— How to complete this task —
Please reproduce the records below exactly, omitting any pictures they contain.

— Exercise materials —
====

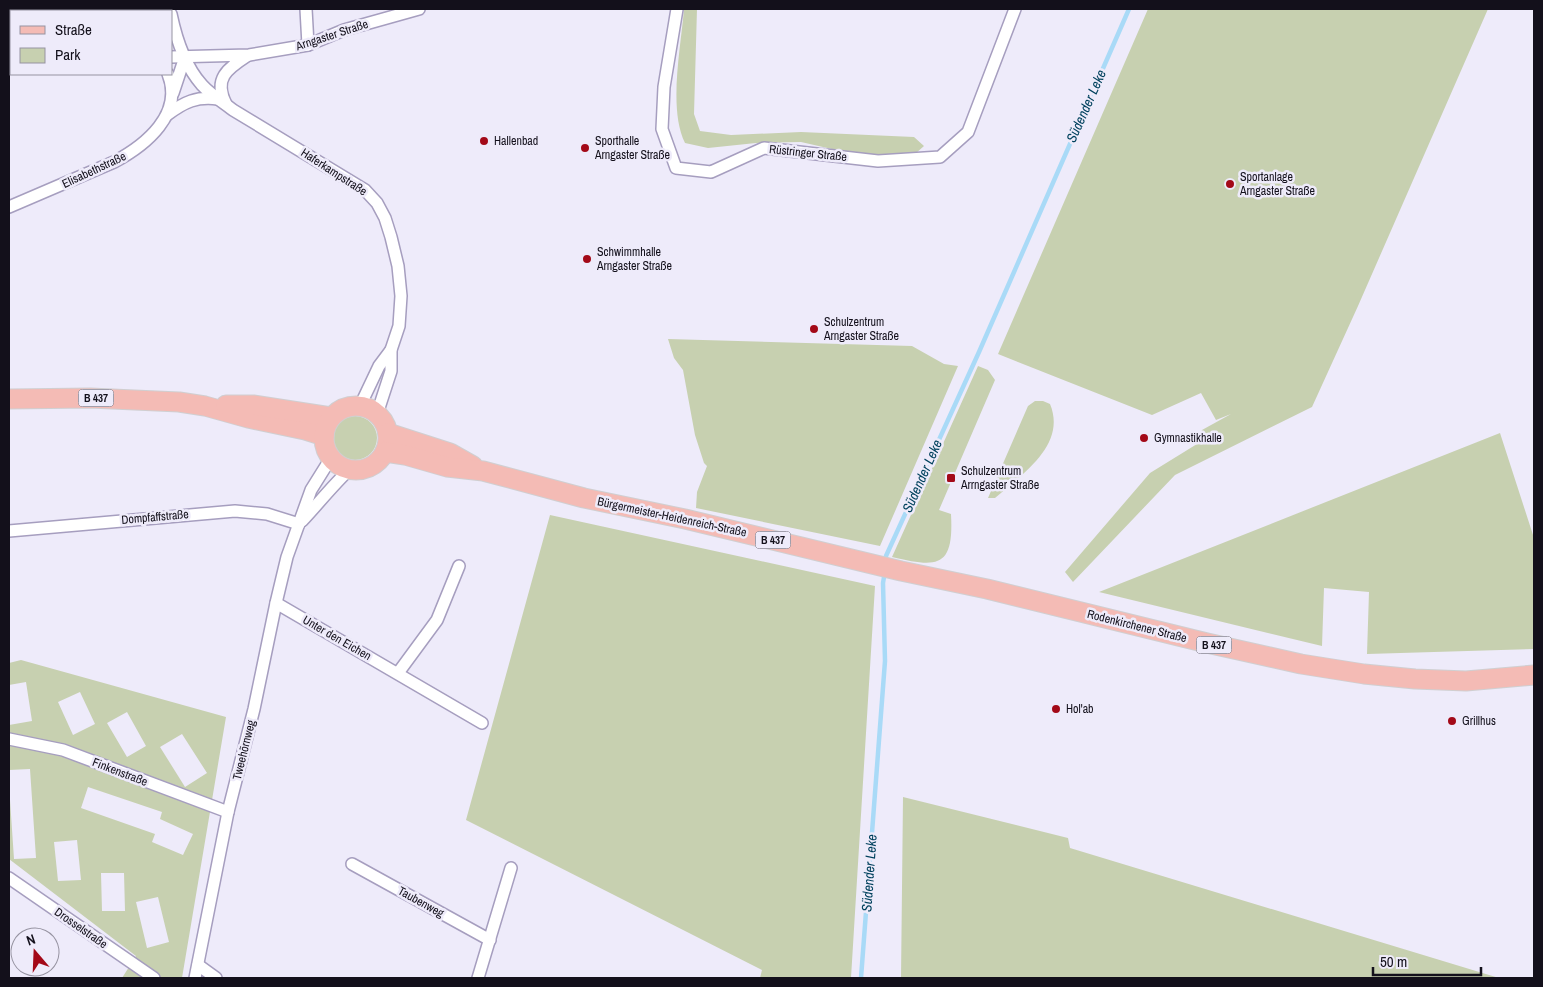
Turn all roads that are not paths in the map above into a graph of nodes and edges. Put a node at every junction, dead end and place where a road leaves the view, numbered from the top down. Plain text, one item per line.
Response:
1 (306, 9) edge
2 (419, 9) edge
3 (678, 9) edge
4 (1016, 9) edge
5 (172, 16) edge
6 (308, 45) junction
7 (249, 55) junction
8 (172, 57) edge
9 (185, 57) junction
10 (168, 75) edge
11 (171, 97) junction
12 (223, 102) junction
13 (167, 115) junction
14 (9, 207) edge
15 (391, 350) junction
16 (9, 398) edge
17 (205, 406) junction
18 (360, 406) junction
19 (378, 414) junction
20 (331, 417) junction
21 (388, 433) junction
22 (324, 436) junction
23 (385, 452) junction
24 (331, 458) junction
25 (350, 469) junction
26 (483, 471) junction
27 (299, 524) junction
28 (9, 531) edge
29 (861, 562) joint
30 (459, 566) dead end
31 (276, 603) junction
32 (398, 673) junction
33 (1534, 674) edge
34 (482, 723) dead end
35 (9, 739) edge
36 (228, 812) junction
37 (352, 864) dead end
38 (511, 868) dead end
39 (9, 878) edge
40 (490, 940) junction
41 (198, 965) junction
42 (154, 978) edge
43 (195, 978) edge
44 (216, 978) edge
45 (478, 978) edge

1 - 6 street
2 - 6 street, Arngaster Straße
3 - 4 street, Rüstringer Straße
5 - 9 street, Haferkampstraße
6 - 7 street, Arngaster Straße
7 - 9 street, Arngaster Straße
7 - 12 street
8 - 9 street
9 - 11 street
9 - 12 street, Haferkampstraße
10 - 11 street
11 - 13 street
12 - 13 street
12 - 15 street, Haferkampstraße
13 - 14 street, Elisabethstraße
15 - 18 street, Haferkampstraße
15 - 19 street, Haferkampstraße
16 - 17 main road, B 437
17 - 20 main road, B 437
17 - 22 main road, B 437
18 - 19 main road
18 - 20 main road
19 - 21 main road
20 - 22 main road
21 - 23 main road
21 - 26 main road, Bürgermeister-Heidenreich-Straße / B 437
22 - 24 main road
23 - 25 main road
23 - 26 main road, Bürgermeister-Heidenreich-Straße / B 437
24 - 25 main road
24 - 27 street, Tweehörnweg
25 - 27 street, Tweehörnweg
26 - 29 main road, Bürgermeister-Heidenreich-Straße / B 437
27 - 28 street, Dompfaffstraße
27 - 31 street, Tweehörnweg
29 - 33 main road, Rodenkirchener Straße / B 437
30 - 32 street
31 - 32 street, Unter den Eichen
31 - 36 street, Tweehörnweg
32 - 34 street, Unter den Eichen
35 - 36 street, Finkenstraße
36 - 41 street, Tweehörnweg
37 - 40 street, Taubenweg
38 - 40 street
39 - 42 street, Drosselstraße
40 - 45 street
41 - 43 street, Tweehörnweg
41 - 44 street

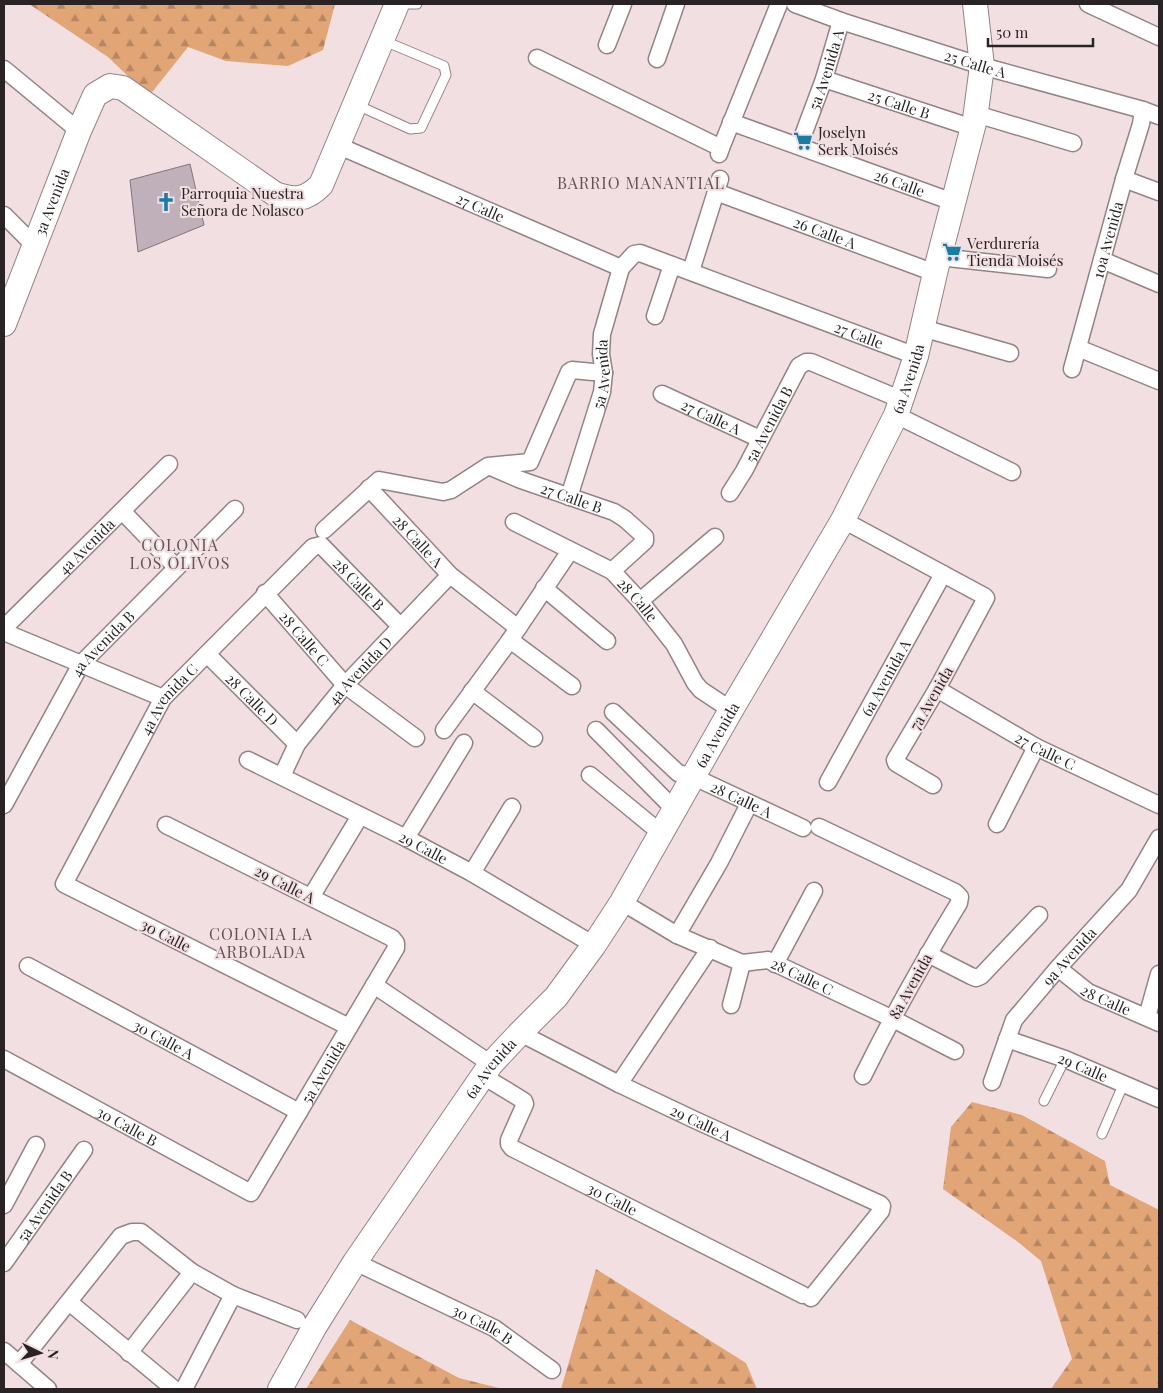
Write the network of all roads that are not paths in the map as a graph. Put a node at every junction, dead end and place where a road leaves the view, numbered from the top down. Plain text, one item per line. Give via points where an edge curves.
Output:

====

— Answer space —
Turn all roads that are not paths in the map above into a graph of nodes and edges. Put a node at every junction, dead end and place where a road leaves the view, numbered from the top down. Plain text, one item per line.
Response:
1 (306, 9) edge
2 (419, 9) edge
3 (678, 9) edge
4 (1016, 9) edge
5 (172, 16) edge
6 (308, 45) junction
7 (249, 55) junction
8 (172, 57) edge
9 (185, 57) junction
10 (168, 75) edge
11 (171, 97) junction
12 (223, 102) junction
13 (167, 115) junction
14 (9, 207) edge
15 (391, 350) junction
16 (9, 398) edge
17 (205, 406) junction
18 (360, 406) junction
19 (378, 414) junction
20 (331, 417) junction
21 (388, 433) junction
22 (324, 436) junction
23 (385, 452) junction
24 (331, 458) junction
25 (350, 469) junction
26 (483, 471) junction
27 (299, 524) junction
28 (9, 531) edge
29 (861, 562) joint
30 (459, 566) dead end
31 (276, 603) junction
32 (398, 673) junction
33 (1534, 674) edge
34 (482, 723) dead end
35 (9, 739) edge
36 (228, 812) junction
37 (352, 864) dead end
38 (511, 868) dead end
39 (9, 878) edge
40 (490, 940) junction
41 (198, 965) junction
42 (154, 978) edge
43 (195, 978) edge
44 (216, 978) edge
45 (478, 978) edge

1 - 6 street
2 - 6 street, Arngaster Straße
3 - 4 street, Rüstringer Straße
5 - 9 street, Haferkampstraße
6 - 7 street, Arngaster Straße
7 - 9 street, Arngaster Straße
7 - 12 street
8 - 9 street
9 - 11 street
9 - 12 street, Haferkampstraße
10 - 11 street
11 - 13 street
12 - 13 street
12 - 15 street, Haferkampstraße
13 - 14 street, Elisabethstraße
15 - 18 street, Haferkampstraße
15 - 19 street, Haferkampstraße
16 - 17 main road, B 437
17 - 20 main road, B 437
17 - 22 main road, B 437
18 - 19 main road
18 - 20 main road
19 - 21 main road
20 - 22 main road
21 - 23 main road
21 - 26 main road, Bürgermeister-Heidenreich-Straße / B 437
22 - 24 main road
23 - 25 main road
23 - 26 main road, Bürgermeister-Heidenreich-Straße / B 437
24 - 25 main road
24 - 27 street, Tweehörnweg
25 - 27 street, Tweehörnweg
26 - 29 main road, Bürgermeister-Heidenreich-Straße / B 437
27 - 28 street, Dompfaffstraße
27 - 31 street, Tweehörnweg
29 - 33 main road, Rodenkirchener Straße / B 437
30 - 32 street
31 - 32 street, Unter den Eichen
31 - 36 street, Tweehörnweg
32 - 34 street, Unter den Eichen
35 - 36 street, Finkenstraße
36 - 41 street, Tweehörnweg
37 - 40 street, Taubenweg
38 - 40 street
39 - 42 street, Drosselstraße
40 - 45 street
41 - 43 street, Tweehörnweg
41 - 44 street

Write the network of all roads that are not paths in the map as a graph. Put a node at every junction, dead end and place where a road leaves the view, numbered from the top down. Plain text, one item per line. Give via points where an edge curves.
Output:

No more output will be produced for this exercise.